- Description of the task:
Write the listing out again word for word, skipping each picture.

- Raw data:
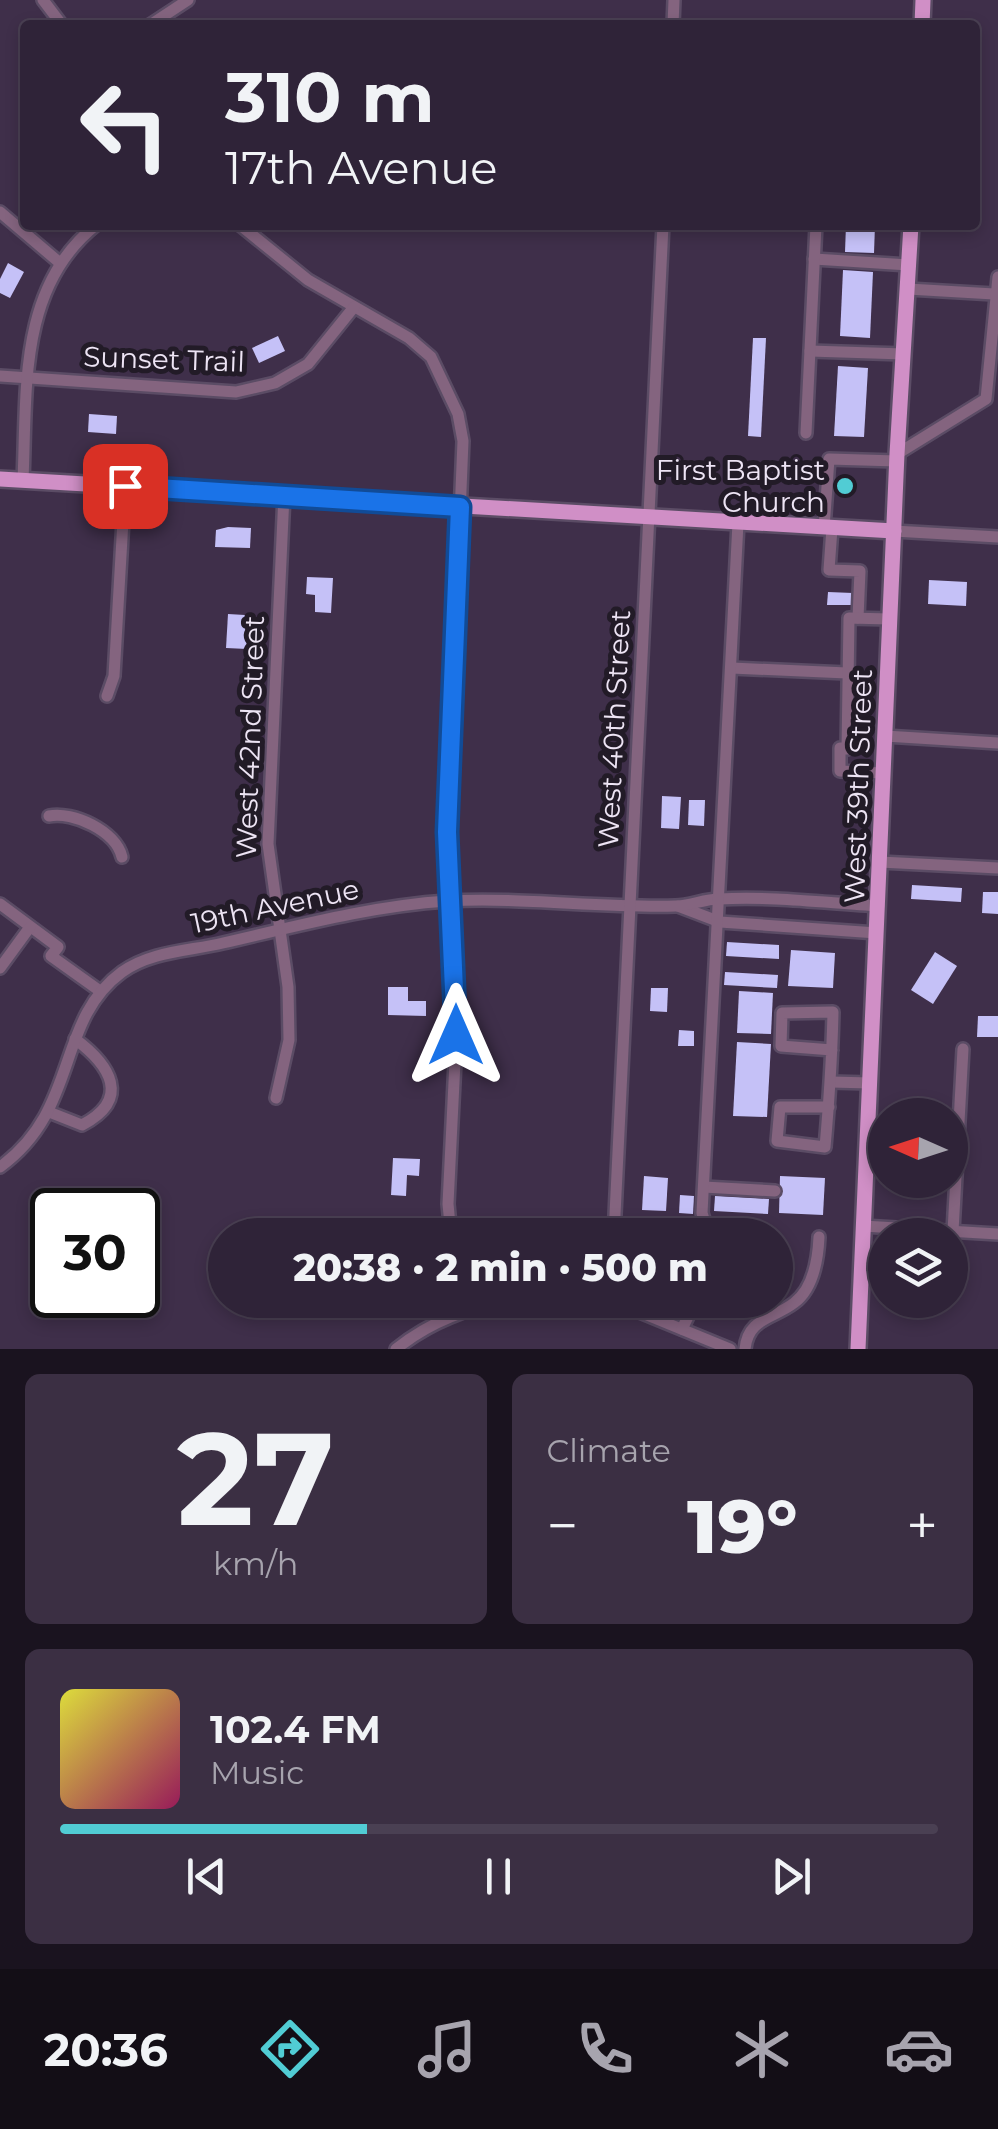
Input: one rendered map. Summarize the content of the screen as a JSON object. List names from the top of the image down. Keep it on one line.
{"streets":{"main road":["West 39th Street"],"street":["Sunset Trail","West 40th Street","West 42nd Street","19th Avenue"]},"crossings":[["West 40th Street","19th Avenue"],["West 42nd Street","19th Avenue"],["West 39th Street","19th Avenue"]],"places":["First Baptist Church"],"north":"left","page":{"turn":["310 m","17th Avenue"],"limit":"30","trip":"20:38 · 2 min · 500 m","tile":[["27","km/h"],"Climate"],"heat":["−","19°","+"],"song":["102.4 FM","Music"],"tabs":"20:36"}}
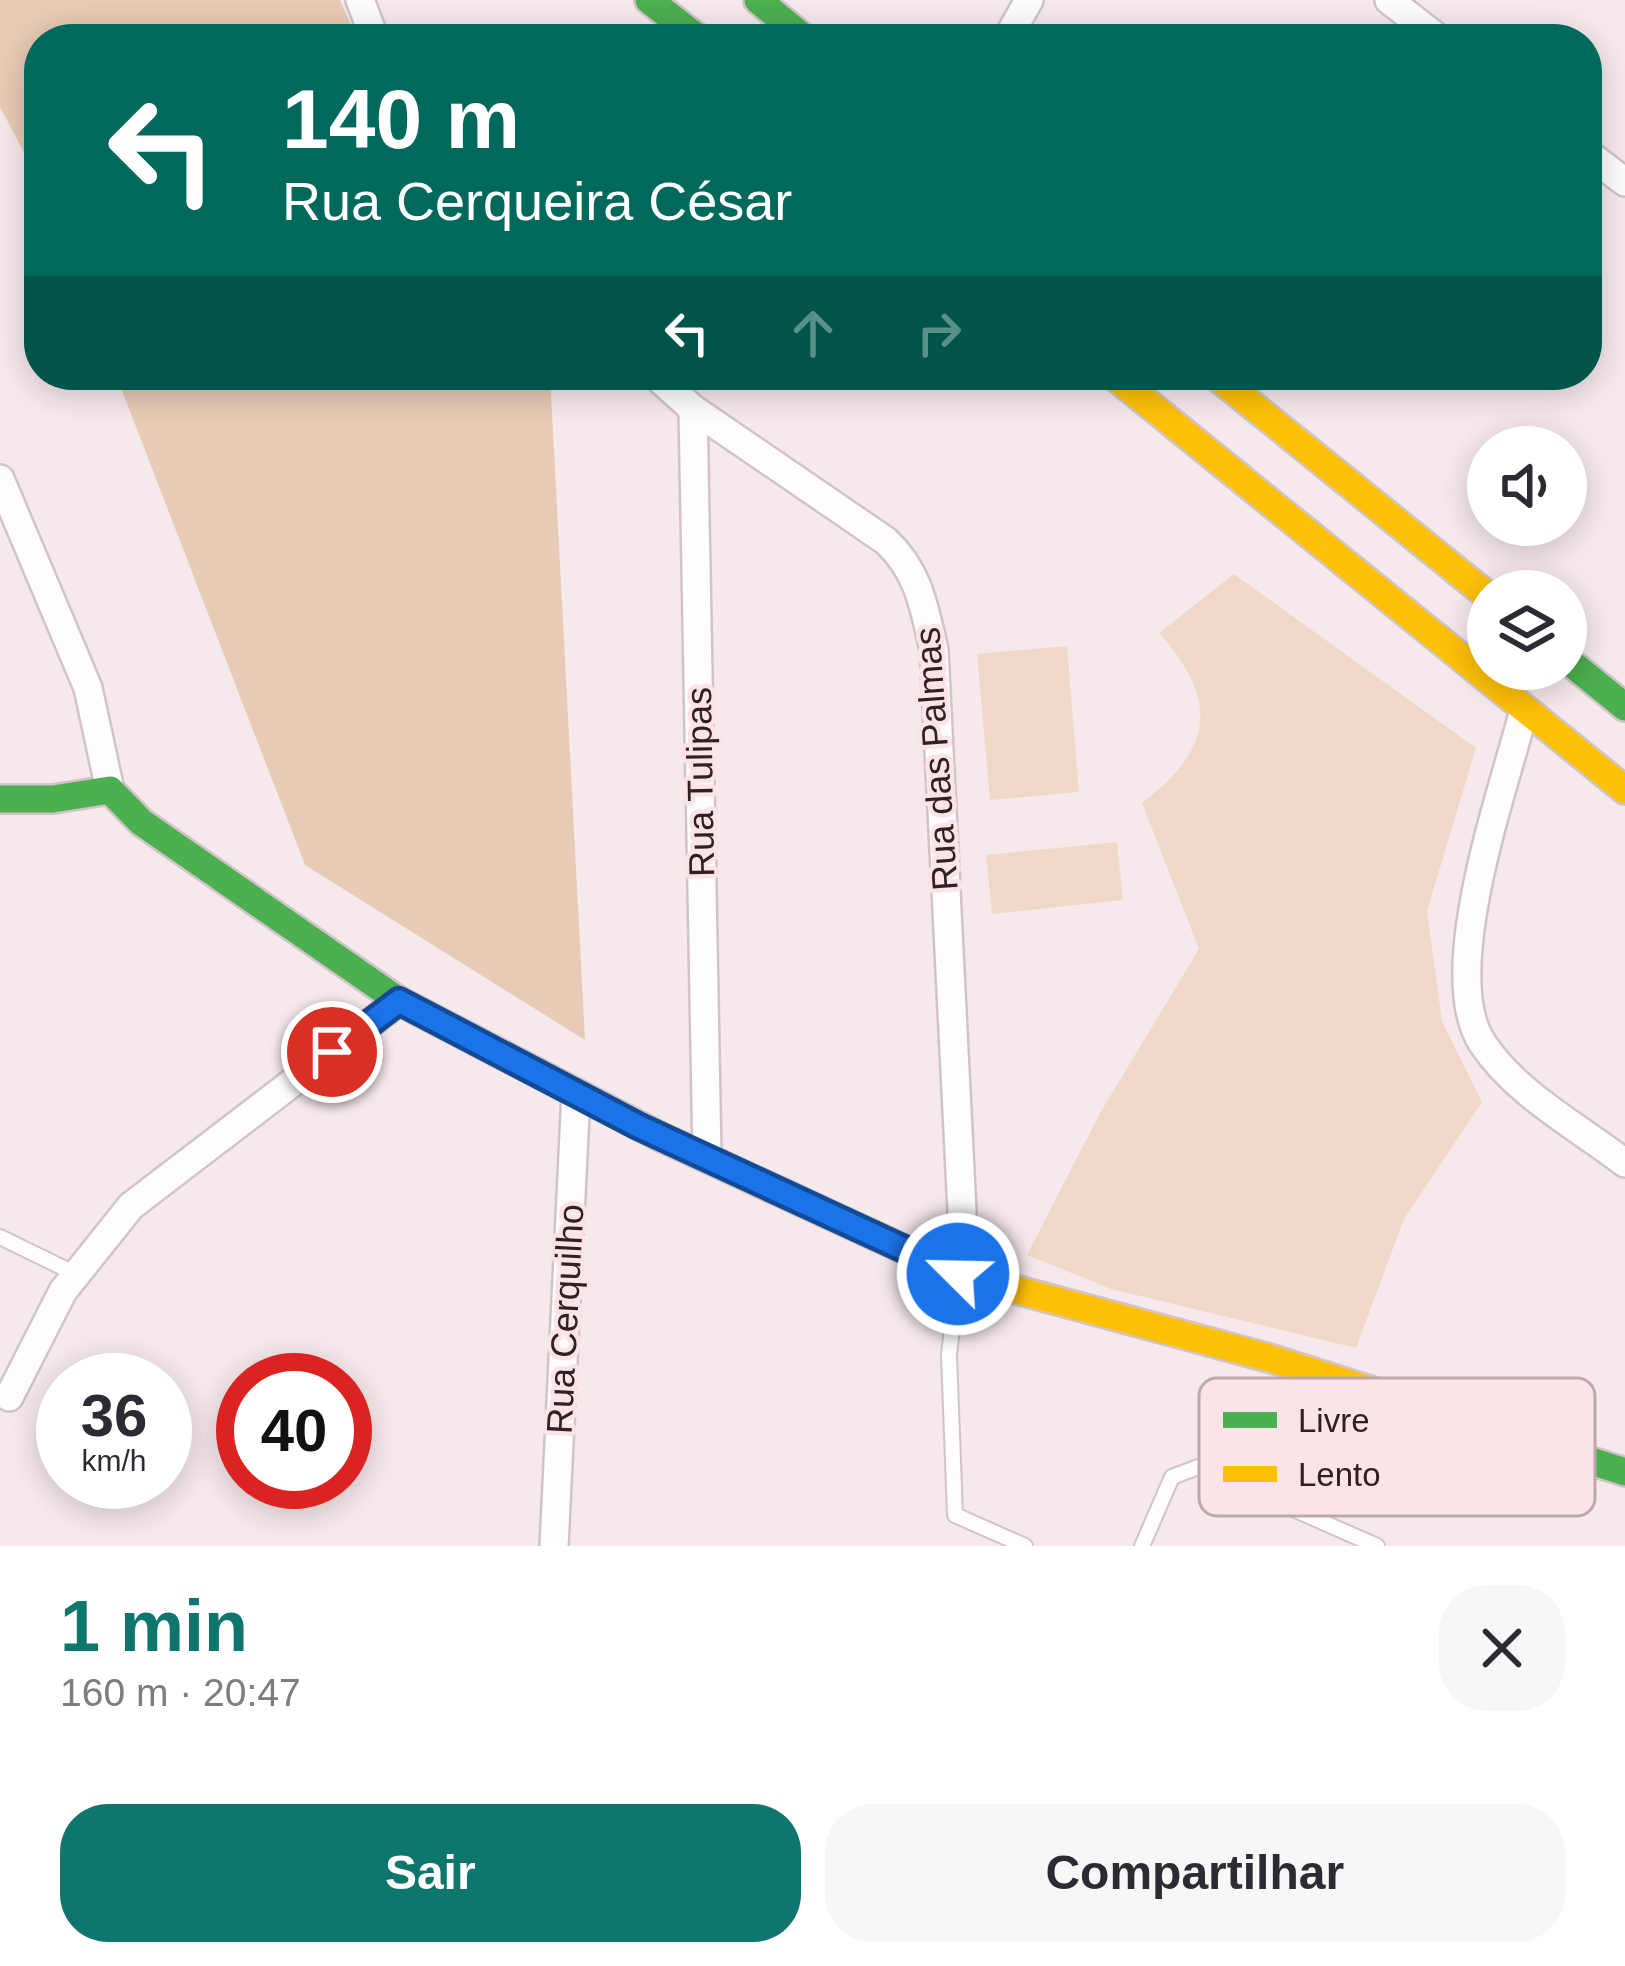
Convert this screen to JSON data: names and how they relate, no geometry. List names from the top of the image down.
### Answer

- Response for this exercise:
Input: one rendered map. Summarize the content of the screen as a JSON object. List names from the top of the image down. Keep it on one line.
{"streets":{"main road":["West 39th Street"],"street":["Sunset Trail","West 40th Street","West 42nd Street","19th Avenue"]},"crossings":[["West 40th Street","19th Avenue"],["West 42nd Street","19th Avenue"],["West 39th Street","19th Avenue"]],"places":["First Baptist Church"],"north":"left","page":{"turn":["310 m","17th Avenue"],"limit":"30","trip":"20:38 · 2 min · 500 m","tile":[["27","km/h"],"Climate"],"heat":["−","19°","+"],"song":["102.4 FM","Music"],"tabs":"20:36"}}
Convert this screen to JSON data: names and how they relate, no geometry. List names from the top of the image down.
### Answer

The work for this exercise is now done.